Latin America & Caribbean

Colombia markets its .co domain as internet opens up

Image from .CO Internet SAS website
Image caption Colombia aims to use money from its .co trade to improve digital access

Colombia's newest major export does not require intensive labour.

In fact, it essentially just requires a bit of typing.

The two letters that identify Colombian domains on the web - .co - have become a hot asset since they were made available internationally a year ago.

"It's a very short domain and so comes very handy because of social media such as Twitter, which has a limit of 140 characters," says Juan Diego Calle, chief executive of .Co Internet SAS, the company that manages the domain on behalf of the Colombian government.

"It's easy to recognise, to understand, to memorise."

His view is shared by others working in the field.

"In English-speaking countries, 'co' is synonymous with 'commerce' or 'company' and is an attractive option for companies," says Bruce Tonkin, from Melbourne IT, a domain registry service in Australia.

It is particularly appealing in the UK as a shortened version of the widely-used .co.uk domain, he adds.

Shorter is better

The domain name's similarity to the .com address is also an asset.

Other domains, like .cm (Cameroon) and .om (Oman) are attractive because they are able to convert what's known as "typo traffic", basically bad typing, into advertising revenue.

But Mr Tonkin believes that .co is a genuine alternative to .com.

Image caption More varied domain names and languages are appearing on the web

Colombia is also cashing in on .com's saturation.

"Getting a .com domain is almost impossible nowadays. Odds are someone else has already registered it, because there are close to 100m registered .com domains," Mr Calle says.
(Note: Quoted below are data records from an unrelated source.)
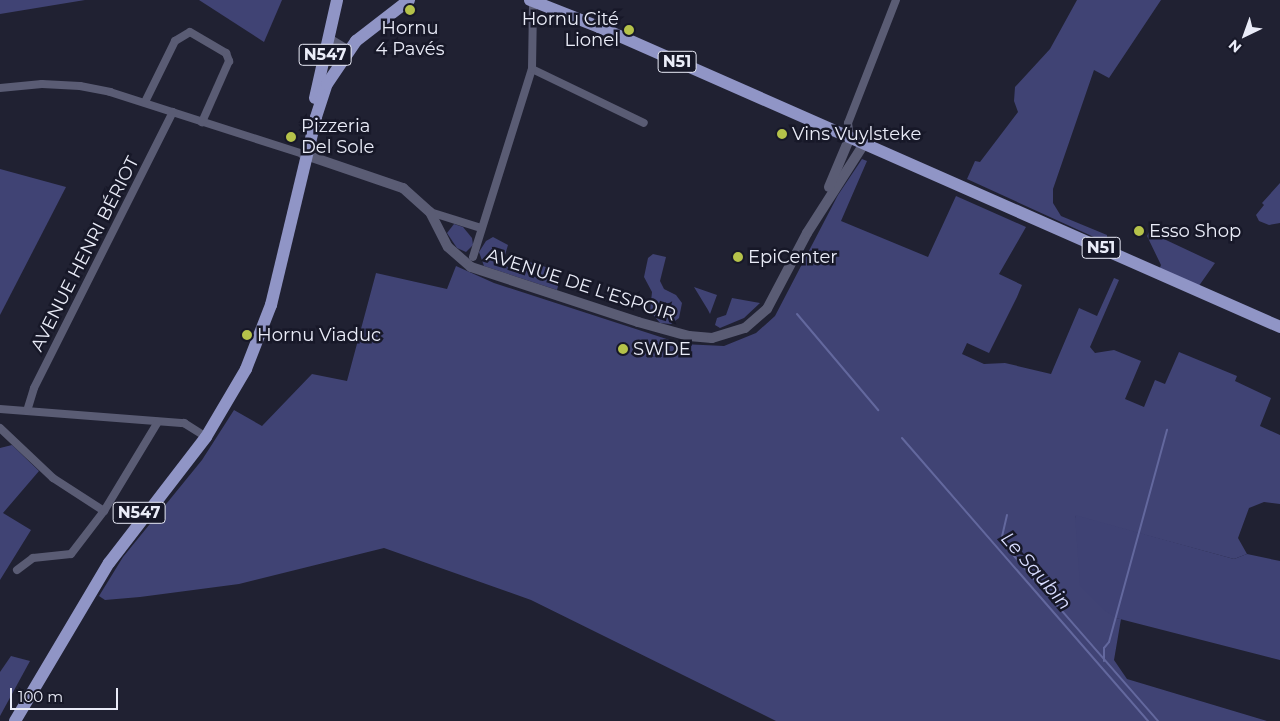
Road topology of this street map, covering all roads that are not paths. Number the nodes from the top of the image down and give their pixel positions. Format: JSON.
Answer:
{"nodes":[{"id":1,"x":337,"y":0,"type":"edge"},
{"id":2,"x":409,"y":0,"type":"edge"},
{"id":3,"x":896,"y":0,"type":"edge"},
{"id":4,"x":537,"y":1,"type":"edge"},
{"id":5,"x":599,"y":27,"type":"junction"},
{"id":6,"x":328,"y":38,"type":"junction"},
{"id":7,"x":349,"y":50,"type":"junction"},
{"id":8,"x":532,"y":69,"type":"junction"},
{"id":9,"x":0,"y":88,"type":"edge"},
{"id":10,"x":145,"y":102,"type":"junction"},
{"id":11,"x":173,"y":112,"type":"junction"},
{"id":12,"x":202,"y":122,"type":"junction"},
{"id":13,"x":644,"y":123,"type":"dead end"},
{"id":14,"x":850,"y":137,"type":"junction"},
{"id":15,"x":864,"y":144,"type":"junction"},
{"id":16,"x":306,"y":155,"type":"junction"},
{"id":17,"x":823,"y":207,"type":"junction"},
{"id":18,"x":430,"y":212,"type":"junction"},
{"id":19,"x":482,"y":228,"type":"junction"},
{"id":20,"x":473,"y":257,"type":"dead end"},
{"id":21,"x":1280,"y":327,"type":"edge"},
{"id":22,"x":0,"y":409,"type":"edge"},
{"id":23,"x":27,"y":411,"type":"junction"},
{"id":24,"x":158,"y":422,"type":"junction"},
{"id":25,"x":0,"y":428,"type":"edge"},
{"id":26,"x":203,"y":435,"type":"junction"},
{"id":27,"x":104,"y":511,"type":"junction"},
{"id":28,"x":17,"y":570,"type":"dead end"},
{"id":29,"x":35,"y":679,"type":"junction"},
{"id":30,"x":6,"y":721,"type":"edge"},
{"id":31,"x":15,"y":721,"type":"edge"}],
"edges":[{"from":1,"to":6,"type":"main road","number":"N547"},
{"from":2,"to":7,"type":"main road","number":"N547"},
{"from":3,"to":14,"type":"street"},
{"from":4,"to":5,"type":"main road","number":"N51"},
{"from":4,"to":5,"type":"main road","number":"N51"},
{"from":4,"to":8,"type":"street"},
{"from":5,"to":14,"type":"main road","number":"N51"},
{"from":6,"to":7,"type":"street"},
{"from":6,"to":16,"type":"main road","number":"N547"},
{"from":7,"to":16,"type":"main road","number":"N547"},
{"from":8,"to":13,"type":"street"},
{"from":8,"to":19,"type":"street"},
{"from":9,"to":10,"type":"street"},
{"from":10,"to":11,"type":"street"},
{"from":10,"to":12,"type":"street"},
{"from":11,"to":12,"type":"street"},
{"from":11,"to":23,"type":"street","name":"AVENUE HENRI BÉRIOT"},
{"from":12,"to":16,"type":"street"},
{"from":14,"to":15,"type":"main road","number":"N51"},
{"from":14,"to":17,"type":"street"},
{"from":15,"to":17,"type":"street"},
{"from":15,"to":21,"type":"main road","number":"N51"},
{"from":16,"to":18,"type":"street","name":"AVENUE DE L'ESPOIR"},
{"from":16,"to":26,"type":"main road","number":"N547"},
{"from":17,"to":18,"type":"street","name":"AVENUE DE L'ESPOIR"},
{"from":18,"to":19,"type":"street"},
{"from":19,"to":20,"type":"street"},
{"from":22,"to":23,"type":"street"},
{"from":23,"to":24,"type":"street"},
{"from":24,"to":26,"type":"street"},
{"from":24,"to":27,"type":"street"},
{"from":25,"to":27,"type":"street"},
{"from":26,"to":29,"type":"main road","number":"N547"},
{"from":27,"to":28,"type":"street"},
{"from":29,"to":30,"type":"main road","number":"N547"},
{"from":29,"to":31,"type":"main road","number":"N547"}]}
In contrast, the number of .co domains before 20 July 2010 - when .CO Internet SAS first made them available in the global market - was 28,000.

By the next day that figure had increased to 233,000.

And the one million mark was reached well within a year.

The popularity of .co was also expected to soar after Google announced in July that it had bought a Colombian internet address to create its official URL shortener - g.co.

"In the world of URLs, bigger is not always better," Gary Briggs, Google's vice-president of consumer marketing, explained in the company's official blog, where he announced the acquisition.

Mr Calle says the price of the exclusive one-letter domains - which already include Twitter's t.co and Amazon's a.co - is in excess of $1.5m (£918,000).

Using short domains forms part of marketing strategies, but companies are unlikely to use them as their main website address, preferring the longer-standing generic top level domains (gTLDs) such as .com.

Likening domains to advertising signs, Mr Tonkin said: "Companies may prop up advertising billboards anywhere, but their shops will always be in a stable environment."

Worth the wait

Most .co domains cost between $15 and $25, and can be registered online in under five minutes.

The resulting royalties are paid by .CO Internet SAS to the Colombian government for a special fund that aims to boost computer and internet usage in the country.

The need to regulate the commercial exploitation of the lucrative .co domain meant that webmasters the world over were forced to wait before they could get their hands on one.

This proved to be a stroke of luck for Colombia, since it is the (relatively recent) emergence of Twitter that has driven up the prices of short domain names.

Other countries, however, are also promoting their own domains as viable alternatives, such as Tuvalu (.tv), Montenegro (.me) and even India (.in).

The recent decision by the global internet regulator, Icann (Internet Corporation for Assigned Names and Numbers), to dramatically increase the number of domain endings will only add to the competition.

But Mr Calle is convinced Colombia's .co will not lose its appeal.

"The advantage of being a short-cut for 'company' certainly makes ours the most attractive one," he explains.